The data:
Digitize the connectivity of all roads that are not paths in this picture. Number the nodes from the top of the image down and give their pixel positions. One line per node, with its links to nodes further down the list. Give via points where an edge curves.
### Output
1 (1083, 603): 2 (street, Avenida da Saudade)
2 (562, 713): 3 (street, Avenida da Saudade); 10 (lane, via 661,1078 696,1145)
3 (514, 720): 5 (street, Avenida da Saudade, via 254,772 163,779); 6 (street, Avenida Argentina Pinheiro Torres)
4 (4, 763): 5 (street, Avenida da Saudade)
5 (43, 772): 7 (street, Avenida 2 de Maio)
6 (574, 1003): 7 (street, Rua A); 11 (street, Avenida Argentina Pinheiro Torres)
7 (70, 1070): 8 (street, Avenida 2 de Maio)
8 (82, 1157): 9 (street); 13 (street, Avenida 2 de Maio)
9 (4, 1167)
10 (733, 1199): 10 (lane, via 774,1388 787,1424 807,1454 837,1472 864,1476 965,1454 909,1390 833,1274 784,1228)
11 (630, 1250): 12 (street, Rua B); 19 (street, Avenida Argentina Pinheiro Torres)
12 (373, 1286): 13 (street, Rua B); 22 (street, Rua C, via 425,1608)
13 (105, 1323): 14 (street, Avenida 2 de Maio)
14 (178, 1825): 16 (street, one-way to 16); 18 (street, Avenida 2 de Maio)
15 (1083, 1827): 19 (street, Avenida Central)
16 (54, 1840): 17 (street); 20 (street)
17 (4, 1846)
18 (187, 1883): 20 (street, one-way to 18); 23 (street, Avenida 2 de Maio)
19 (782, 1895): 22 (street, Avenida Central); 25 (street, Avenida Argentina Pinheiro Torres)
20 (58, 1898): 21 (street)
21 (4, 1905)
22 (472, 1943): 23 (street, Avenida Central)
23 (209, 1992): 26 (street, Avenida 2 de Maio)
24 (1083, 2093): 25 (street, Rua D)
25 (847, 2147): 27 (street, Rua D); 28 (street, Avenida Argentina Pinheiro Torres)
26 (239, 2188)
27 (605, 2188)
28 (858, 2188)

Directions:
Copy the entries word for word.

Reply to the task:
Digitize the connectivity of all roads that are not paths in this picture. Number the nodes from the top of the image down and give their pixel positions. One line per node, with its links to nodes further down the list. Give via points where an edge curves.
### Output
1 (1083, 603): 2 (street, Avenida da Saudade)
2 (562, 713): 3 (street, Avenida da Saudade); 10 (lane, via 661,1078 696,1145)
3 (514, 720): 5 (street, Avenida da Saudade, via 254,772 163,779); 6 (street, Avenida Argentina Pinheiro Torres)
4 (4, 763): 5 (street, Avenida da Saudade)
5 (43, 772): 7 (street, Avenida 2 de Maio)
6 (574, 1003): 7 (street, Rua A); 11 (street, Avenida Argentina Pinheiro Torres)
7 (70, 1070): 8 (street, Avenida 2 de Maio)
8 (82, 1157): 9 (street); 13 (street, Avenida 2 de Maio)
9 (4, 1167)
10 (733, 1199): 10 (lane, via 774,1388 787,1424 807,1454 837,1472 864,1476 965,1454 909,1390 833,1274 784,1228)
11 (630, 1250): 12 (street, Rua B); 19 (street, Avenida Argentina Pinheiro Torres)
12 (373, 1286): 13 (street, Rua B); 22 (street, Rua C, via 425,1608)
13 (105, 1323): 14 (street, Avenida 2 de Maio)
14 (178, 1825): 16 (street, one-way to 16); 18 (street, Avenida 2 de Maio)
15 (1083, 1827): 19 (street, Avenida Central)
16 (54, 1840): 17 (street); 20 (street)
17 (4, 1846)
18 (187, 1883): 20 (street, one-way to 18); 23 (street, Avenida 2 de Maio)
19 (782, 1895): 22 (street, Avenida Central); 25 (street, Avenida Argentina Pinheiro Torres)
20 (58, 1898): 21 (street)
21 (4, 1905)
22 (472, 1943): 23 (street, Avenida Central)
23 (209, 1992): 26 (street, Avenida 2 de Maio)
24 (1083, 2093): 25 (street, Rua D)
25 (847, 2147): 27 (street, Rua D); 28 (street, Avenida Argentina Pinheiro Torres)
26 (239, 2188)
27 (605, 2188)
28 (858, 2188)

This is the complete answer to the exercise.